- **DESCRIPTION OF THE TASK**
Where does the word "Vedic" occur in the entries below? Copy every line that has it.

- **Dataset entries**
■ ■ ■

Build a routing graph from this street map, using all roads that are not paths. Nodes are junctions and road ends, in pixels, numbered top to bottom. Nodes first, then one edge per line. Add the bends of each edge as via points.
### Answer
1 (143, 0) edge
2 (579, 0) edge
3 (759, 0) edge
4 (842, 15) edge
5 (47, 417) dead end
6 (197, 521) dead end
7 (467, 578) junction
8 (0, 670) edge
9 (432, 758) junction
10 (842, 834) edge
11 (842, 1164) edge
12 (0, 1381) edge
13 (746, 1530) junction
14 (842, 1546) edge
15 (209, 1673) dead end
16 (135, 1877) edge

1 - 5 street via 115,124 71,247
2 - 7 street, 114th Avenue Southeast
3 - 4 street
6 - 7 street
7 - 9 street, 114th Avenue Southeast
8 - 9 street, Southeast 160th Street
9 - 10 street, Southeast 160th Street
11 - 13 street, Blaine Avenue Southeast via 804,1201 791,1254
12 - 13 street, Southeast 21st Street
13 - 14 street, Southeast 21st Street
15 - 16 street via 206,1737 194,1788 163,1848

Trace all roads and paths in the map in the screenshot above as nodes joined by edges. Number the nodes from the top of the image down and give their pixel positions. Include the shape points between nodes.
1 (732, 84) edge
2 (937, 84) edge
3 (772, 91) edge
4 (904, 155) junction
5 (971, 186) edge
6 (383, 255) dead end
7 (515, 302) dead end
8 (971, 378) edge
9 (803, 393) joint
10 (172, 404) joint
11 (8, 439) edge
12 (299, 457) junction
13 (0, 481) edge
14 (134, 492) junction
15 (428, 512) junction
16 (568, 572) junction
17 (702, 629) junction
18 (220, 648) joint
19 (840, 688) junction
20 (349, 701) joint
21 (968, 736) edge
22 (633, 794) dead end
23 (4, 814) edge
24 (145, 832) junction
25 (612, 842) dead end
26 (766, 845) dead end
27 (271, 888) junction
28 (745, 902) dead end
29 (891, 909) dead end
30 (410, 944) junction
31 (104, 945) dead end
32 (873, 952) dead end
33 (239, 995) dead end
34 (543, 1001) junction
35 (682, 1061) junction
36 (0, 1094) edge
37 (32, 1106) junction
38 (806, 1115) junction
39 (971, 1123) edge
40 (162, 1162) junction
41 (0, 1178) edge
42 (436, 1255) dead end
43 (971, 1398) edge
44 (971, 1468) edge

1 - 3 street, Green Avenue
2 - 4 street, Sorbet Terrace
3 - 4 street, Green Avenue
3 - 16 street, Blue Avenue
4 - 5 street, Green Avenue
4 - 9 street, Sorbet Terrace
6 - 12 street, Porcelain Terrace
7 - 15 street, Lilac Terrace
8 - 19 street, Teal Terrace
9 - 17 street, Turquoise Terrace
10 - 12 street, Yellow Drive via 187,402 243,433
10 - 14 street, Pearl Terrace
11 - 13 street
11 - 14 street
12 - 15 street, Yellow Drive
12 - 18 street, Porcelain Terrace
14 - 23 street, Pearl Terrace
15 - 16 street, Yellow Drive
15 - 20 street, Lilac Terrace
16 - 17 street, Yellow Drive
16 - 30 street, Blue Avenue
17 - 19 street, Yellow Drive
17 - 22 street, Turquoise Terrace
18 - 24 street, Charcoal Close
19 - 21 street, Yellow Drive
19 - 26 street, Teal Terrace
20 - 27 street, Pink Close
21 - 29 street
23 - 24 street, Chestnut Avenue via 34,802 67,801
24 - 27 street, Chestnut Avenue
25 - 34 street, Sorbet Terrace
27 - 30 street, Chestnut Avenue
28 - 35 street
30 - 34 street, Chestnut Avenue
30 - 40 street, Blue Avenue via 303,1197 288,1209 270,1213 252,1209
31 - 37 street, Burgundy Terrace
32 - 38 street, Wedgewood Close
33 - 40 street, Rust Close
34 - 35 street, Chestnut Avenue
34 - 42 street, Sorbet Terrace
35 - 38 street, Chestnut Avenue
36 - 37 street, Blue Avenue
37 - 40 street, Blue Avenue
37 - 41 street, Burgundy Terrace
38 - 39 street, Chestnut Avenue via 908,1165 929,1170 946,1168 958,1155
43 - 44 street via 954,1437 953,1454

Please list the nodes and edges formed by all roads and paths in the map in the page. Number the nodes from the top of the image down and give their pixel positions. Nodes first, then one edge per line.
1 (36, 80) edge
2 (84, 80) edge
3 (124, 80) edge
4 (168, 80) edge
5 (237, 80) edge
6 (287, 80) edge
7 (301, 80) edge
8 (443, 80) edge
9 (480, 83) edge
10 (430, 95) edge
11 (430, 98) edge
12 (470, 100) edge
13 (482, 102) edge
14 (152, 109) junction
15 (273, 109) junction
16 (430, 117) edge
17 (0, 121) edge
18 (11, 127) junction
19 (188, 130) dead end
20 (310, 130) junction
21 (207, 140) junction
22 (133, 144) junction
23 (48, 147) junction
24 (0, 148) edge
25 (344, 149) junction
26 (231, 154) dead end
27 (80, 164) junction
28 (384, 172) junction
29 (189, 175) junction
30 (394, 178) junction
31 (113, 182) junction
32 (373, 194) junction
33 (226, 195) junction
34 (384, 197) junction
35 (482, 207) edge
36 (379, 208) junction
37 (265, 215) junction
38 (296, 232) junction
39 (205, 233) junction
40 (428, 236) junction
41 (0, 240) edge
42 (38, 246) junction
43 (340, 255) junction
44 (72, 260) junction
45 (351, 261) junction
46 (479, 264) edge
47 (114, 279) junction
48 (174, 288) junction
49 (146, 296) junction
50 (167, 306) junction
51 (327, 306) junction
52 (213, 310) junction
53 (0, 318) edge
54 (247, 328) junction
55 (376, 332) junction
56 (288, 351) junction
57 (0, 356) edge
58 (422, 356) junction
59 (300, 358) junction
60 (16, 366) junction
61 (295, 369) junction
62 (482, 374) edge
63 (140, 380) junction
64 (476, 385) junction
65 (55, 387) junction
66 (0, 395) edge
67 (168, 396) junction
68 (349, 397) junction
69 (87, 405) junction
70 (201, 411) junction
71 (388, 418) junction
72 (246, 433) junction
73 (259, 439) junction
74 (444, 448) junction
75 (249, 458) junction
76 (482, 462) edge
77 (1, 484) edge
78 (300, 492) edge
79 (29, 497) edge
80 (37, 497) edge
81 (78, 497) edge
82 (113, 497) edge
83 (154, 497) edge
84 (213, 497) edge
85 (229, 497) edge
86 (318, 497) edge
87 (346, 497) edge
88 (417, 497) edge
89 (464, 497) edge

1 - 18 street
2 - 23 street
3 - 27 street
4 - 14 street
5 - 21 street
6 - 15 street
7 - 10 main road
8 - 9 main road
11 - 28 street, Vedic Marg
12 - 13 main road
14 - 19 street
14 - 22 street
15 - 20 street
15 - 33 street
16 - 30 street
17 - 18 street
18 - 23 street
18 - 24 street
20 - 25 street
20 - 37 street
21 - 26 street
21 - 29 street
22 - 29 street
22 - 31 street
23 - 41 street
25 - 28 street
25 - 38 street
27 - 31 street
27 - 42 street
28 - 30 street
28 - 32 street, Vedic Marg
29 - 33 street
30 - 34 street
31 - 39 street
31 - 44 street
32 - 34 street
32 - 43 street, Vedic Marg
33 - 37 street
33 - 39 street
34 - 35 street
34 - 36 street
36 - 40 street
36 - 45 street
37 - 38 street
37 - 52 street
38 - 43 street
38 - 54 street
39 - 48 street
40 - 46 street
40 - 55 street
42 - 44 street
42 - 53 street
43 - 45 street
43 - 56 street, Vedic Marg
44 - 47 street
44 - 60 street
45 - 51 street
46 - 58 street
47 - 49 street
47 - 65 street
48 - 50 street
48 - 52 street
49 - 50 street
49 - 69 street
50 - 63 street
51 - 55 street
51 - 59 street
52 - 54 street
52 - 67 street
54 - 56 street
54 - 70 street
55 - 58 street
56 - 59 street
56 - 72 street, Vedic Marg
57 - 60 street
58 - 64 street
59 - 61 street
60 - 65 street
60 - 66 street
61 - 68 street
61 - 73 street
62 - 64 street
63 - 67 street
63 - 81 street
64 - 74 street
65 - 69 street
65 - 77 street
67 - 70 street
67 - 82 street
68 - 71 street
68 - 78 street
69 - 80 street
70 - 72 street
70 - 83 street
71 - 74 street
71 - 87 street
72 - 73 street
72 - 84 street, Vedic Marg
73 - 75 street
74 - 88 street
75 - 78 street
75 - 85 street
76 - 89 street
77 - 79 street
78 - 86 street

■ ■ ■

- **WRITTEN ANSWER**
11 - 28 street, Vedic Marg
28 - 32 street, Vedic Marg
32 - 43 street, Vedic Marg
43 - 56 street, Vedic Marg
56 - 72 street, Vedic Marg
72 - 84 street, Vedic Marg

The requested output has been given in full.